Emek ve Özgürlük İttifakı 14 Mayıs 2023’te Doğu ve Güneydoğu’daki 20 Kürt kentinde de toplam 2 milyon 519 bin 78 oyda kaldı. 7 Haziran 2015’te bu illerde HDP ve müttefikleri toplam 3 milyon 167 bin 490 oy almış, Kasım 2015’te bu sayı 2 milyon 736 bine düşmüş 24 Haziran 2018’de de 2 milyon 597 bin 265’te kalmıştı. Tablonun gösterdiği üzere Kürt illerinden gelen oy miktarı 7 Haziran 2015’ten bu yana “üç aşağı-beş yukarı” yerinde sayıyor. Kayda değer bir düşüş göstermiyor, ama ibre yukarı doğru da yükselmiyor.
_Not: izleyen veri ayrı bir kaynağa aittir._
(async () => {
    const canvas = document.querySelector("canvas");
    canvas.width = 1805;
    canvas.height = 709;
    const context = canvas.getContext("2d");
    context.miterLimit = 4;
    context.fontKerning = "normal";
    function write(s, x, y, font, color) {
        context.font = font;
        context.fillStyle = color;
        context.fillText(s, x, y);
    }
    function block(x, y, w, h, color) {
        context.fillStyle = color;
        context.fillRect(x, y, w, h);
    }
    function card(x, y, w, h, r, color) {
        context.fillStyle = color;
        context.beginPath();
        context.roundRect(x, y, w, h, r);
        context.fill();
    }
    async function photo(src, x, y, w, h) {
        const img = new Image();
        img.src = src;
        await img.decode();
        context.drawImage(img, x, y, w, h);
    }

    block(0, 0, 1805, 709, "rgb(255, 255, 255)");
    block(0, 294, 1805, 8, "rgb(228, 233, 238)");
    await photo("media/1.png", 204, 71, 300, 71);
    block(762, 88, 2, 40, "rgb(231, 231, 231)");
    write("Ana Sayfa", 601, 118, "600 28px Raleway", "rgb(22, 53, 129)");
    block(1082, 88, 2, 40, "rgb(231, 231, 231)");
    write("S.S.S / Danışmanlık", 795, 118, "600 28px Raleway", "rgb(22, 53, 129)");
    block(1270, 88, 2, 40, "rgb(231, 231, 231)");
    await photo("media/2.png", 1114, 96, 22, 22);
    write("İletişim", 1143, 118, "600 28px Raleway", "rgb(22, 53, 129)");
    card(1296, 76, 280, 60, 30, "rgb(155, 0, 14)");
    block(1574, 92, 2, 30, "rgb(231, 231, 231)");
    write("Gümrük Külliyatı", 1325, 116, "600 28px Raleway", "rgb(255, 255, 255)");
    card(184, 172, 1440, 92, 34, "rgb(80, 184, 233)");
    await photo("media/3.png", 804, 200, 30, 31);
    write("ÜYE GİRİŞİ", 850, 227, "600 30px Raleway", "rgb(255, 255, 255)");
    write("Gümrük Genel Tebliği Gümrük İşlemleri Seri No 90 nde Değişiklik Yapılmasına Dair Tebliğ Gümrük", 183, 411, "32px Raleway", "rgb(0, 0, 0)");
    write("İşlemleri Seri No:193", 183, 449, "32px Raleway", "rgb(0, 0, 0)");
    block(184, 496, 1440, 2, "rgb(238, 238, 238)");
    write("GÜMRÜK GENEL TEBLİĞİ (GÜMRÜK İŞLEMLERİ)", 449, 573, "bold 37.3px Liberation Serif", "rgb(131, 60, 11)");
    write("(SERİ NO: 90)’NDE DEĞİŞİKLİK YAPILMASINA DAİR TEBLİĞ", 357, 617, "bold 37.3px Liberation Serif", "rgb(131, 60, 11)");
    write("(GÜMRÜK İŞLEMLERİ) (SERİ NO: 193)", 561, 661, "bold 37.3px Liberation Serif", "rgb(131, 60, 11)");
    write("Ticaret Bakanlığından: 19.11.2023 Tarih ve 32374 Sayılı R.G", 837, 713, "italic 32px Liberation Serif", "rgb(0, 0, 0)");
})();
2015’teki yükselişi tetikleyen elbette 20 ildeki halkın özeylemiydi. Ancak bu özeylemi harekete geçiren “iç” koşullar yanında ve ondan da çok Rojava’da patlak veren “özgürlük” ve “özyönetim” isyanıydı. Irak’tan başlayarak Suriye’yi de önüne katan DAİŞ istilası karşısında “Rojava” Kürtlerinin direniş ve özyönetim seferberliği, sınırın hemen ötesine hummalı bir biçimde yayıldıkça dört parçada, tavrını DAİŞ’ten yana koyan Erdoğan rejimine karşı topyekun birlik havası doğdu. Kuzey Kürtleri “Halepçe katliamı” sonrasında ilk kez 7’den 70’e teyakkuz halinde HDP çevresinde toplandılar. 7 Haziran 2015 sonuçlarında “Rojava” faktörünü görememek, HDP’nin aşılamayan bu yükselişinin özgül koşullarını nesnel bir bakışla kavramayı imkansızlaştırır.

Günümüze dönersek, bu 20 Kürt ilinde oyların Kasım 2015 düzeyine çakılmış olmasıyla, paralel giden iki olgu daha var. Birincisi, “Çöktürme Harekatı”yla birlikte siyasal/idari simgesi kayyımlar olan sömürgeciliğin açık biçimlerinin hortlaması ve dolayısıyla ikinci olarak sistematik olağanüstü güvenlik uygulamaları, başka bir deyişle bölgede askeri polisiye rejimin yerleşik bir karakter kazanması.

Haziran 2015 ile karşılaştırıldığında görünen en önemli fark, Kürt halkının siyasal mobilizasyonunu ketleyen OHAL ve “savaş hali” uygulamaları, özellikle Suriye ve Irak sınırı ötesinde süre giden daimi askeri hareketlilikle Kuzey ile Kürdistan’ın diğer parçaları arasındaki toplumsal sinerjinin kırılması. Kürtlerin kendi kendilerini yönetme iddiaları pratik, gündelik siyaset dışına savruldukça halkın, özellikle genç kuşakların 2015 ve öncesinde sahip oldukları kitlesel politik hareketlilik miktarında dramatik düşüşlerin gerçekleşmesi kaçınılmazdı.

Buna, 2015-2017 arasında muazzam kan dökücülükle süre gitmiş ve bölgeye dehşet salmış olan “çöktürme harekatı”nın yıkıcı moral ve politik etkilerini de eklediğimizde tablonun böyle seyretmesi şaşırtıcı olmamalı.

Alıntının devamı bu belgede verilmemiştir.